Ackama australiensis (Cunoniaceae), an interesting Queensland endemic, was spotted during our March outing to Paluma. Thanks to John Elliott for the following details and his fine photos.

Ackama australiensis occurs from the McIlwraith Range in Cape York to south of Townsville. The range of the tree is further limited to upland rainforest above 400m in elevation. It only grows in areas of high rainfall, over 1250mm per annum, and mainly between Atherton and Innisfail and the Cooktown area. It prefers the creeks and drainage areas where it finds soft moist alluvial soils and humus-darkened basaltic loams. Here it will reach its maximum dimensions of around 30 metres with a basal girth of up to 3 metres, although usually rather smaller. The large trees will display conspicuous plank buttresses, and heavy concentrations of lenticels giving the appearance of vertical lines in the bark.

Photo: John Elliott

The compound leaves are pinnate and consist of 5 or more leaflets which are finely toothed. New growth, particularly in young plants, is often very colourful and decorative giving rise to the name Rose Alder. The more southerly variant Ackama paniculata is known as Rose Leaf Marara for much the same reason.

Substantial numbers of small white flowers are produced on large terminal panicles and the fruit consists of small bright red capsules which are usually 4 celled.

Photo: John Elliott

The type specimen was collected by John Dallachy in 1868 from Rockingham Bay but was not described until 1914 by Friedrich Schlechter who named it Betchea australiensis after one Ernst Betche, a botanical assistant at Sydney Herbarium and author. In 1936 the name was revised to Ackama, then more briefly to Caldcluvia after 19th century botanic collector Alexander Caldcleugh, before reverting to its current name.
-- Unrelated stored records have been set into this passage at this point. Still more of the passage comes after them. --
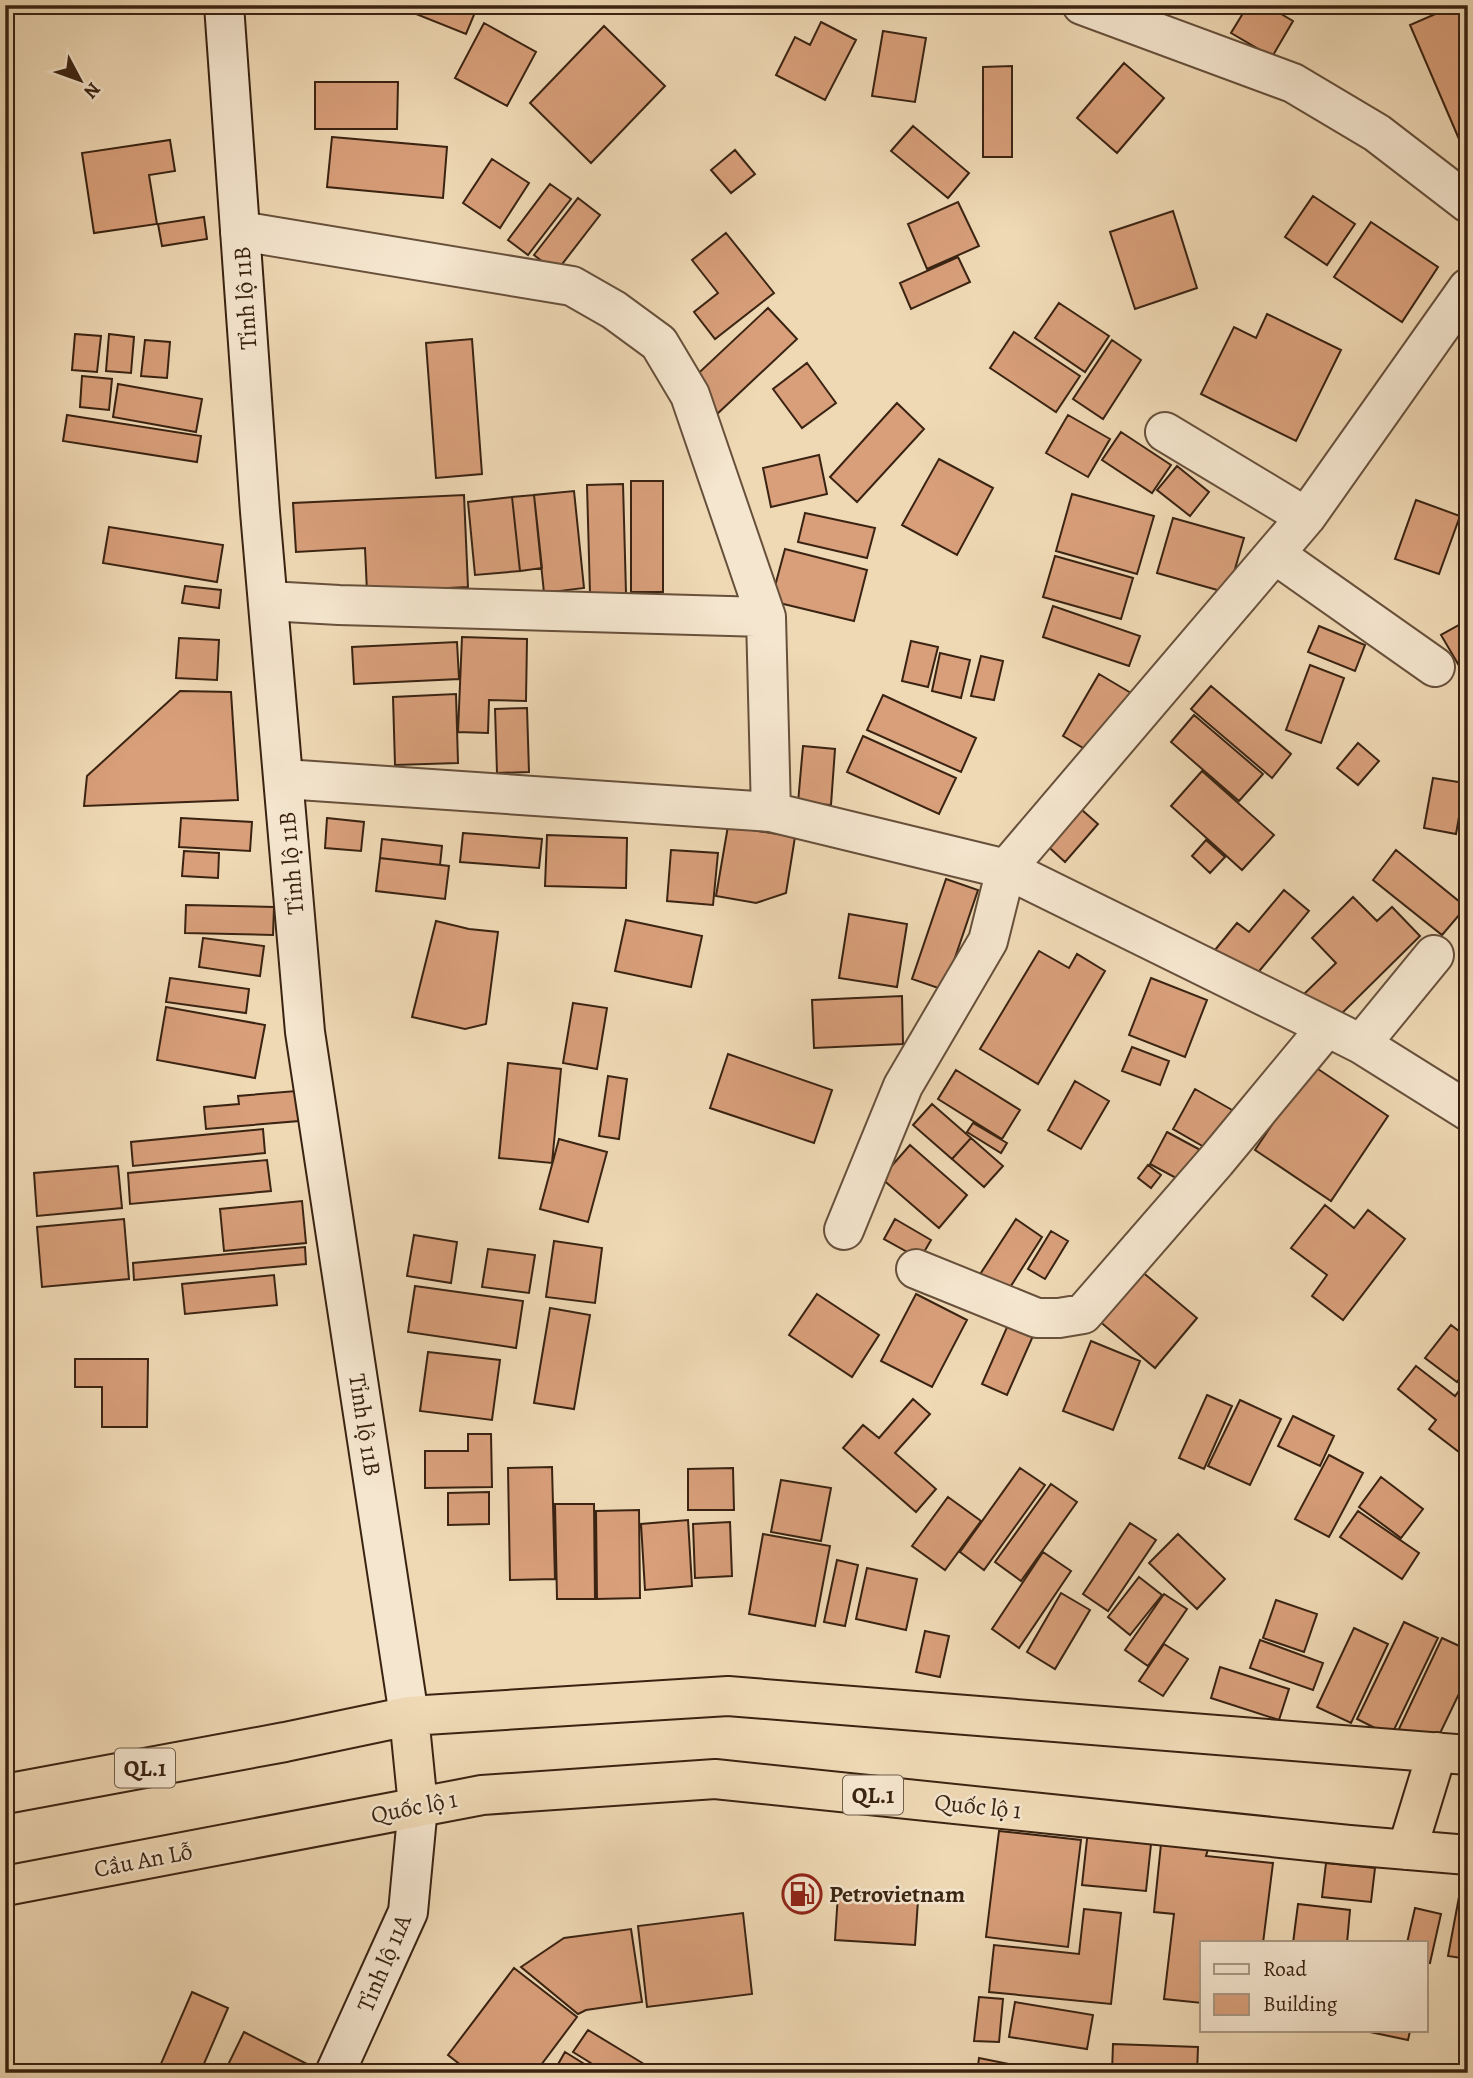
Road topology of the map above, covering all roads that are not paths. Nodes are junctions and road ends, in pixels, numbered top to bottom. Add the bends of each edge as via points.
1 (224, 5) edge
2 (1082, 5) edge
3 (1468, 203) edge
4 (240, 231) junction
5 (1468, 288) edge
6 (1164, 432) dead end
7 (1306, 517) junction
8 (1276, 555) junction
9 (268, 601) junction
10 (766, 617) junction
11 (1435, 667) dead end
12 (284, 779) junction
13 (771, 812) junction
14 (1006, 869) junction
15 (1434, 955) dead end
16 (1327, 1027) junction
17 (1361, 1044) junction
18 (1468, 1111) edge
19 (844, 1230) dead end
20 (916, 1269) dead end
21 (409, 1716) junction
22 (1452, 1754) edge
23 (5, 1794) edge
24 (418, 1806) junction
25 (281, 1833) joint
26 (1407, 1850) junction
27 (1468, 1855) edge
28 (5, 1886) edge
29 (335, 2073) edge

1 - 4 street, Tỉnh lộ 11B
2 - 3 street via 1293,83 1377,133
4 - 9 street, Tỉnh lộ 11B
4 - 10 street via 572,286 659,343 690,395
5 - 7 street
6 - 7 street
7 - 8 street
8 - 11 street
8 - 14 street
9 - 10 street
9 - 12 street, Tỉnh lộ 11B
10 - 13 street
12 - 13 street
12 - 21 street, Tỉnh lộ 11B via 306,1032
13 - 14 street
14 - 16 street
14 - 19 street via 988,941 903,1086
15 - 17 street
16 - 17 street
16 - 20 street via 1083,1314 1037,1318
17 - 18 street
21 - 22 highway, QL.1 via 728,1696
21 - 23 highway, QL.1
21 - 24 highway
22 - 26 highway
24 - 25 highway, Quốc lộ 1 / QL.1
24 - 26 highway, Quốc lộ 1 / QL.1 via 482,1795 715,1779
24 - 29 street, Tỉnh lộ 11A via 408,1912
25 - 28 highway, Cầu An Lỗ / QL.1
26 - 27 highway, Quốc lộ 1 / QL.1

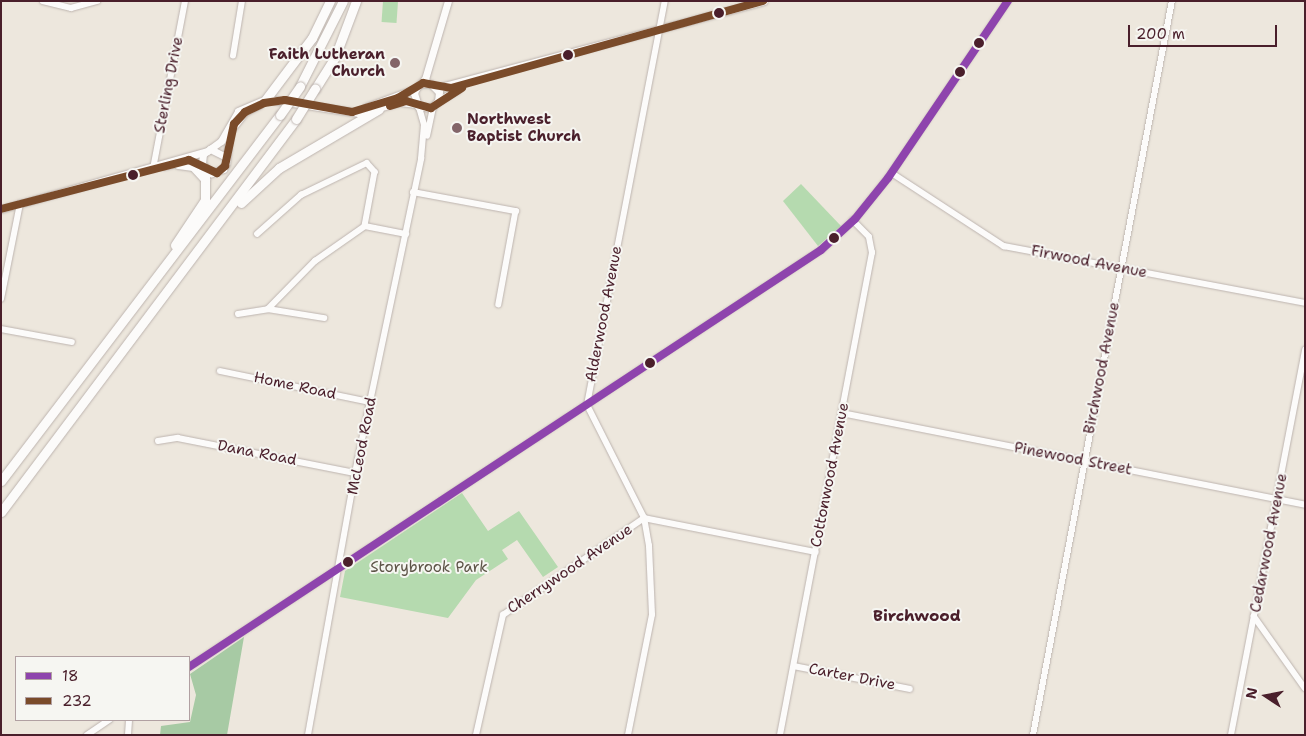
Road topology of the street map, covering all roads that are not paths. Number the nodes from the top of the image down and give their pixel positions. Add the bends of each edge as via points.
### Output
1 (43, 1) edge
2 (97, 1) edge
3 (185, 1) edge
4 (242, 1) edge
5 (330, 1) edge
6 (343, 1) edge
7 (356, 1) edge
8 (448, 1) edge
9 (665, 1) edge
10 (764, 1) edge
11 (1008, 1) edge
12 (1172, 1) edge
13 (660, 30) junction
14 (233, 56) dead end
15 (432, 58) junction
16 (471, 81) junction
17 (418, 87) junction
18 (436, 87) junction
19 (266, 99) junction
20 (285, 100) junction
21 (436, 104) junction
22 (418, 106) junction
23 (379, 109) junction
24 (352, 112) junction
25 (209, 150) junction
26 (226, 157) junction
27 (421, 159) junction
28 (178, 164) junction
29 (156, 168) junction
30 (204, 168) junction
31 (892, 172) junction
32 (207, 183) junction
33 (414, 192) junction
34 (20, 204) junction
35 (1, 209) edge
36 (853, 221) junction
37 (365, 226) junction
38 (257, 234) dead end
39 (406, 234) junction
40 (192, 260) junction
41 (1121, 268) junction
42 (1, 299) edge
43 (1305, 303) edge
44 (499, 304) dead end
45 (268, 309) junction
46 (238, 314) dead end
47 (324, 318) dead end
48 (122, 321) junction
49 (1, 329) edge
50 (72, 342) dead end
51 (1305, 350) edge
52 (220, 371) dead end
53 (370, 402) junction
54 (586, 405) junction
55 (842, 413) junction
56 (158, 441) dead end
57 (1084, 462) junction
58 (355, 473) junction
59 (1, 480) edge
60 (1278, 500) junction
61 (1305, 505) edge
62 (1, 513) edge
63 (644, 518) junction
64 (816, 552) junction
65 (340, 568) junction
66 (1254, 616) junction
67 (190, 666) edge
68 (794, 666) junction
69 (1305, 688) edge
70 (910, 689) dead end
71 (107, 721) edge
72 (129, 721) edge
73 (86, 735) edge
74 (128, 735) edge
75 (308, 735) edge
76 (476, 735) edge
77 (628, 735) edge
78 (780, 735) edge
79 (1033, 735) edge
80 (1231, 735) edge

1 - 2 street via 71,8
3 - 29 street, Sterling Drive
4 - 14 street
5 - 19 highway via 312,38
6 - 48 highway, bridge via 300,86 280,115
7 - 40 highway, bridge via 335,57 315,90
8 - 15 main road
9 - 13 street, Alderwood Avenue
10 - 13 main road
11 - 31 street
12 - 41 street, Birchwood Avenue
13 - 16 main road
13 - 54 street, Alderwood Avenue
15 - 17 main road
15 - 18 main road
16 - 18 main road
16 - 21 main road
17 - 18 main road
17 - 22 main road
17 - 24 main road
18 - 21 main road
19 - 20 main road
19 - 25 main road via 238,111 221,141
20 - 24 main road
20 - 26 main road via 258,105 239,117 228,138
21 - 22 main road
21 - 27 street, McLeod Road
22 - 23 main road via 406,101
22 - 27 street, McLeod Road via 424,125
23 - 24 main road
23 - 40 highway via 279,168 230,215
25 - 26 main road
25 - 29 main road
25 - 30 main road
26 - 30 main road via 221,171
27 - 33 street, McLeod Road
28 - 29 main road
28 - 30 main road via 190,160
28 - 32 highway via 196,169
29 - 34 main road
30 - 32 highway
31 - 36 street
31 - 41 street, Firwood Avenue via 1004,246
32 - 48 highway via 202,204
33 - 39 street, McLeod Road
33 - 44 street via 516,211
34 - 35 main road
34 - 42 street
36 - 54 street via 807,261
36 - 55 street, Cottonwood Avenue via 869,237 872,253
37 - 38 street via 375,172 367,163 302,195
37 - 39 street
37 - 45 street via 315,261
39 - 53 street, McLeod Road
40 - 62 highway
41 - 43 street, Firwood Avenue
41 - 57 street, Birchwood Avenue
45 - 46 street
45 - 47 street
48 - 59 highway
49 - 50 street
51 - 60 street, Cedarwood Avenue
52 - 53 street, Home Road
53 - 58 street, McLeod Road
54 - 63 street
54 - 65 street
55 - 57 street, Pinewood Street
55 - 64 street, Cottonwood Avenue
56 - 58 street, Dana Road via 178,438
57 - 60 street, Pinewood Street
57 - 79 street, Birchwood Avenue
58 - 65 street, McLeod Road
60 - 61 street, Pinewood Street
60 - 66 street, Cedarwood Avenue
63 - 64 street, Cherrywood Avenue
63 - 76 street, Cherrywood Avenue via 503,615
63 - 77 street via 653,580 652,615
64 - 68 street, Cottonwood Avenue
65 - 67 street
65 - 75 street, McLeod Road
66 - 69 street
66 - 80 street, Cedarwood Avenue
68 - 70 street, Carter Drive
68 - 78 street, Cottonwood Avenue
71 - 73 street
72 - 74 street

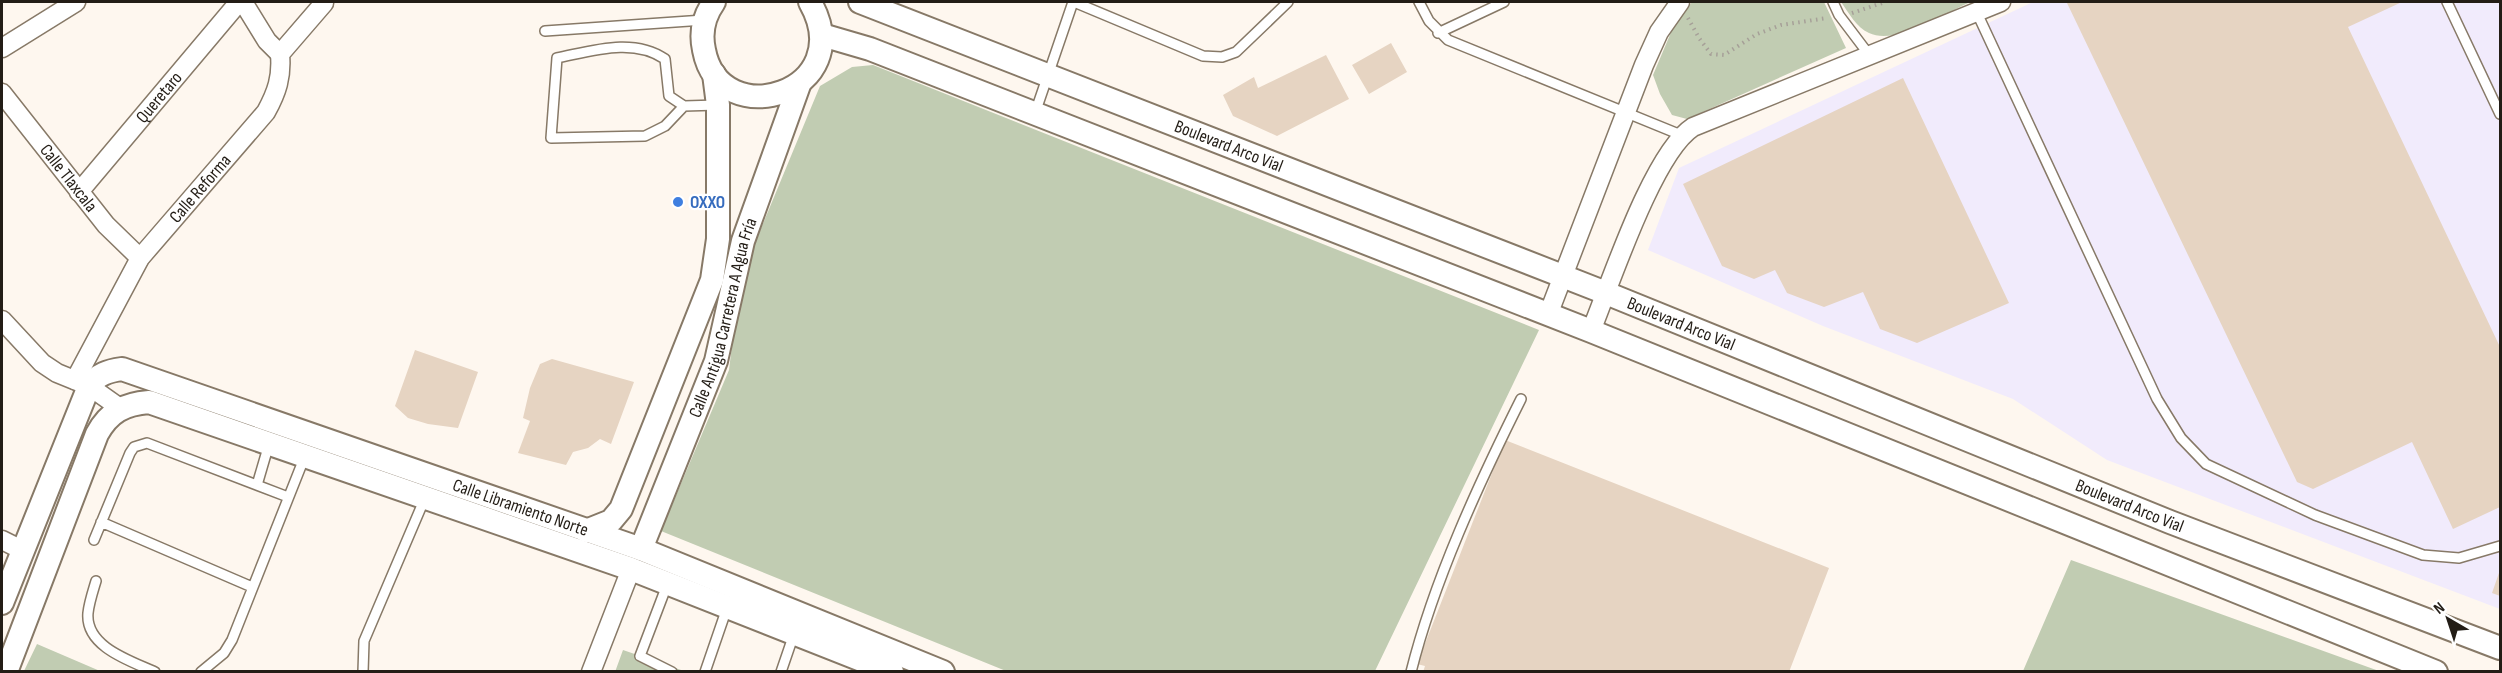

Ackama is derived from the Maori name for Ackama rosifola, ‘makamaka’ recorded by Alan Cunningham in 1839 and changed to conform to botanical Latin!

The Queensland Forest Service were responsible for the common name Rose Alder, because in type and utility the wood resembles that of the European Alder. Among the tree’s other names, Sugar Bark is derived from the sugar-cane-odoured bark, whilst Feather Top refers to the effect of the flowers and leaves in the canopy. Qualities of the timber, soft, open grained with a cedar like texture, gave rise to additional common names including Cedara and Atherton Pencil Cedar.

‘Rose Alder is usually sound and solid and makes very light and easy chopping for the fellers. The wood is light, weighing when air-dried from 36 to 42 lb. per cubic foot’ (575 kgs/m³). The timber has a rosy-chocolate or reddish-mauve hue, and is very light, porous and woolly fibred.
‘It has a quality of toughness, bores easily without splitting, is extremely easy to work, turns cleanly, and dresses with a fine finish revealing a close, even texture of attractive tone. It can also be easily stained and holds glue well.’

Information taken from a variety of historical sources, particularly Swain E K, The Timbers and Forest Products of Queensland, 1928.

Plant of the month 2/2022: Macropteranthes montana

Text and photos by John Elliott

Macropteranthes montana (Combretaceae) is officially classed as a rainforest species (RFK Code: 1087) but this unusual tree will only be found in a very limited range on skeletal soils in sparse open forest and woodland. One collection from the 1870’s describes the habitat as ‘desert’! Its range consists of a large tract inland from Cairns from the Walsh River in the north down to the Newcastle Range in the south.

Leichhardt is credited with having collected a sample at the Lynd River in May 1845, but the Type species is officially described as: Lumnitzera montana F.Muell., Fragm. 2: 149(1861), Type: Queensland, Newcastle Range, 1856, F. Mueller; holo: MEL; iso: K

Macropteranthes montana can survive long periods of drought, only bursting into life when conditions are more beneficial. So, it is not surprising to find the official RFK description as follows: Usually grows as a poorly formed tree which looks as though it is close to death, often flowers and fruits when at the shrub stage.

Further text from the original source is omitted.